Nola, with eight K's Saturday, joined Grover Cleveland Alexander (1915) as the only Phillies pitchers to strike out 200 or more batters and hold opponents to a batting average of .200 or lower. Nola also became the fourth Phillies righty to have at least 224 strikeouts in a season. The others were Jim Bunning (3x), Alexander (2x) and Curt Schilling (2x).
YOU GOTTA SEE THIS
Roman Quinn got down the first-base line in 3.50 seconds during his second-inning bunt single. It was the Phillies' fastest single of the season, and tied for the fifth-fastest single in MLB in 2018. Quinn reached a max sprint speed of 30.7 feet per second. Anything faster than 30 is considered elite.

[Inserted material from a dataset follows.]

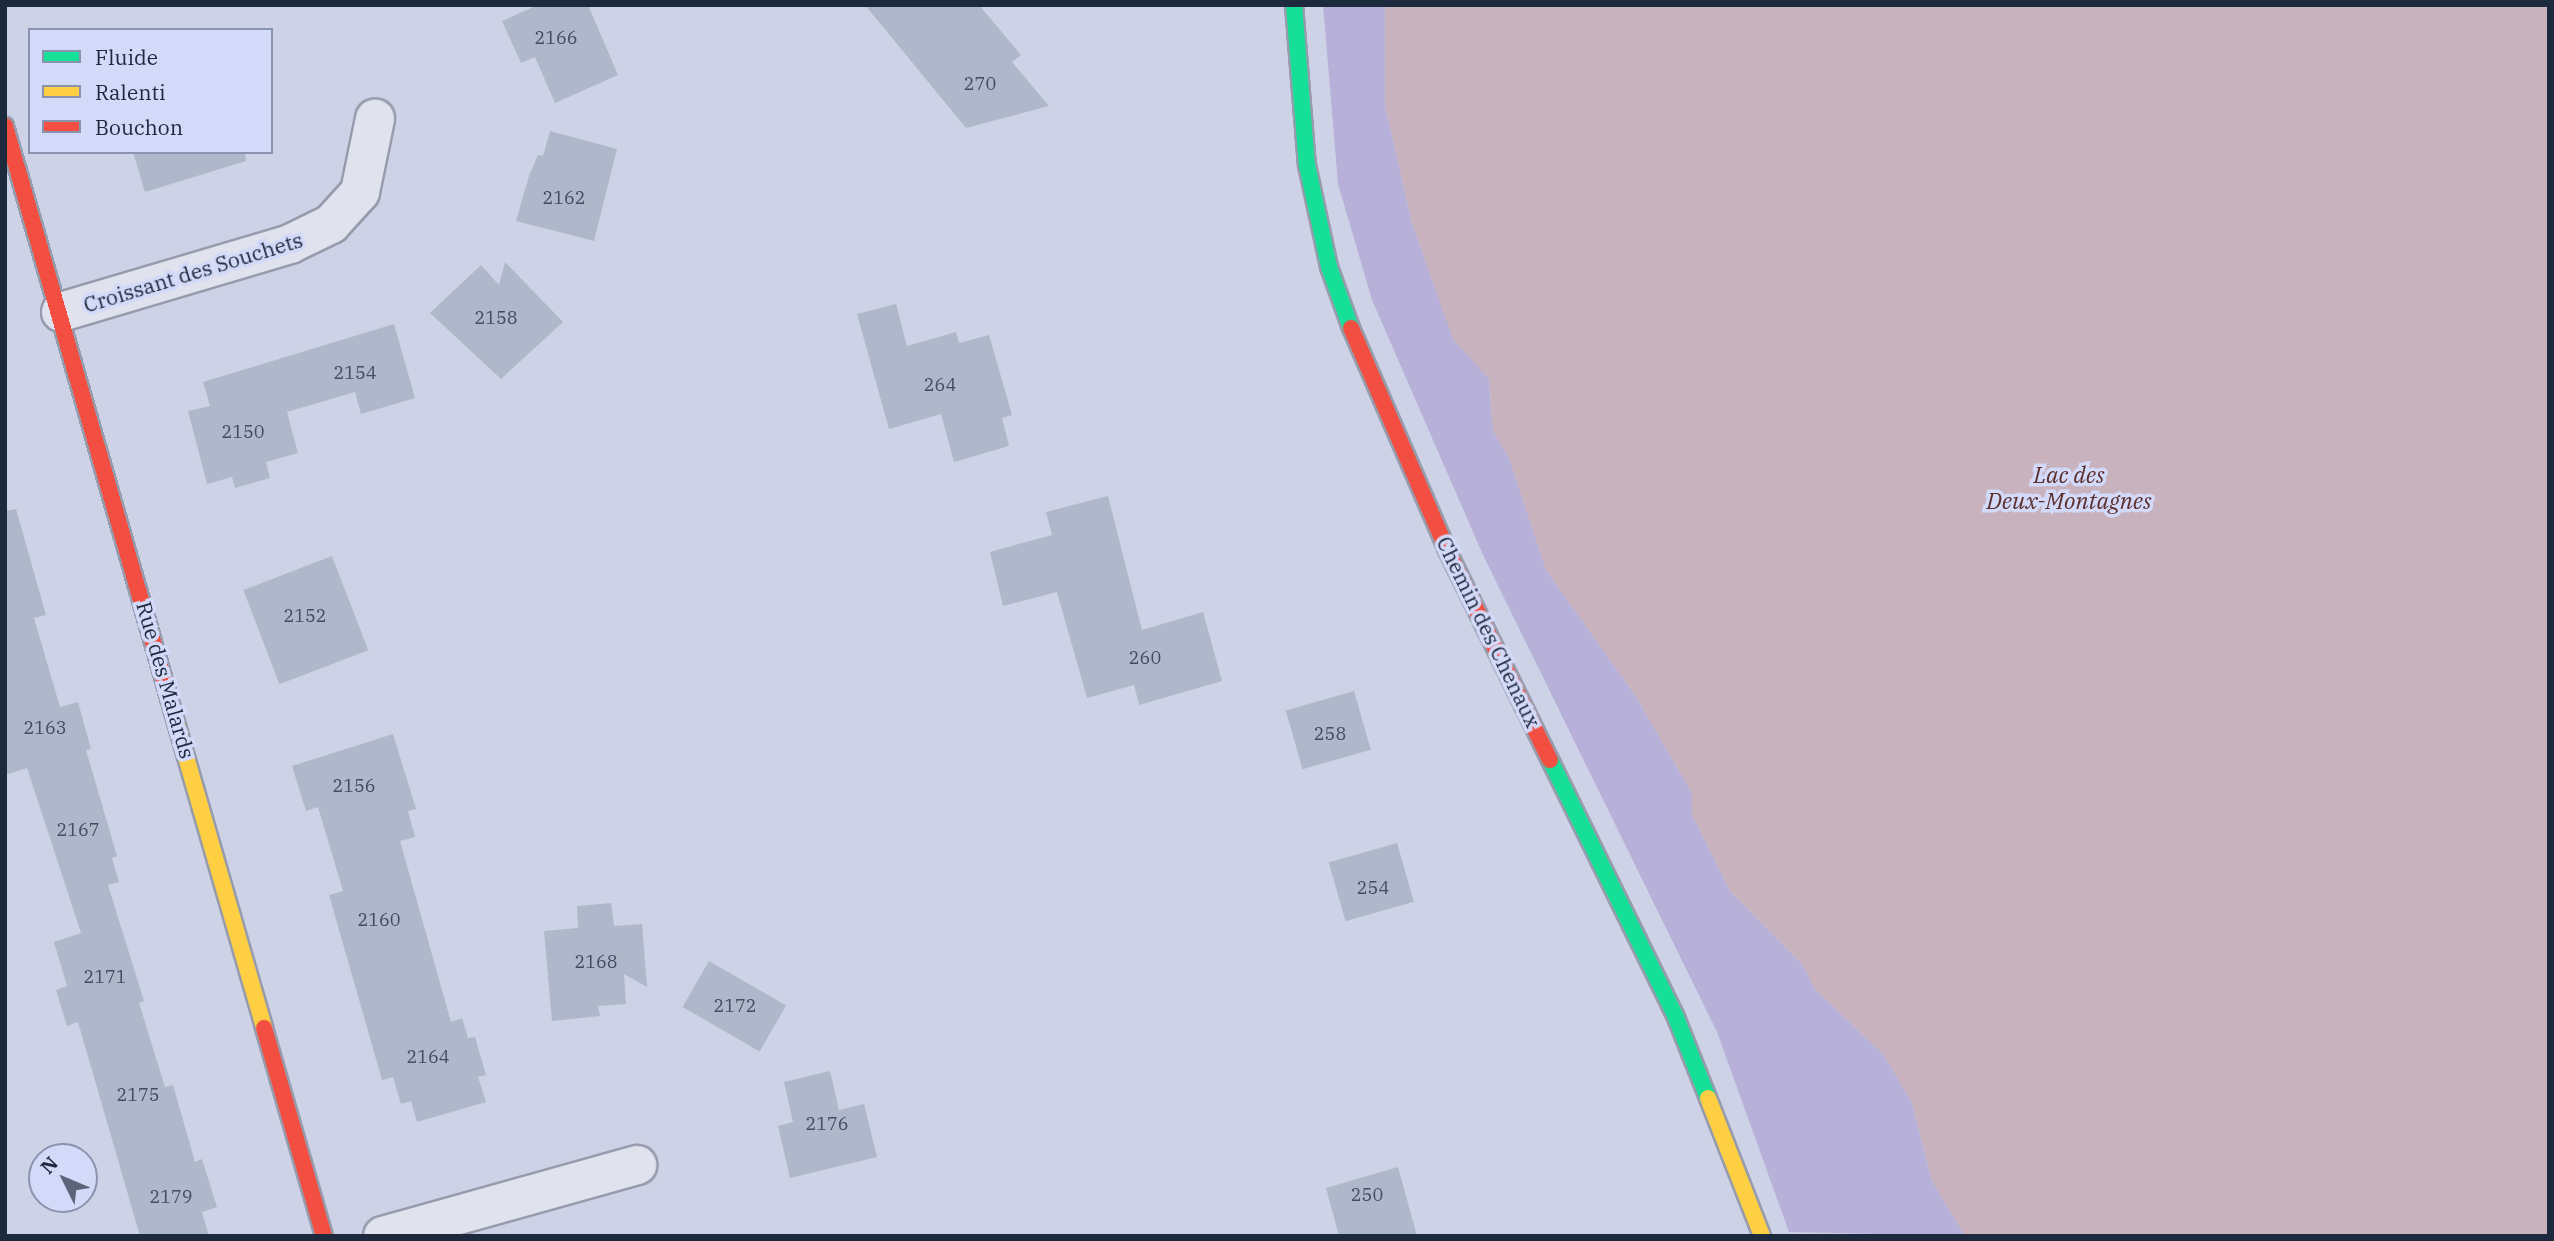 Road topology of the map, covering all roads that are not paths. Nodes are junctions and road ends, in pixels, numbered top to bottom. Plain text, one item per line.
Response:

"He's been a real difference maker for us out there," Kapler said.
HE SAID IT
"As creative as he is and as crafty as he is, I can see him developing another pitch. That's just more my confidence and my belief in him that anything's possible, rather than him needing it by any stretch. If he goes out and repeats what he did this year, with the stuff he has this year, you can envision 15 years of dominance." -- Kapler, on Nola
The Phillies' season closes Sunday with a 3:05 p.m. ET game vs. the Braves at Citizens Bank Park. Left-hander Ranger Suarez (1-1, 6.00 ERA) will make his third Major League start and second appearance since being recalled on Sept. 11. He'll oppose Braves right-hander Kevin Gausman, who owns a 5-2 record and 2.80 ERA in nine starts since being traded from Baltimore to Atlanta at the end of July.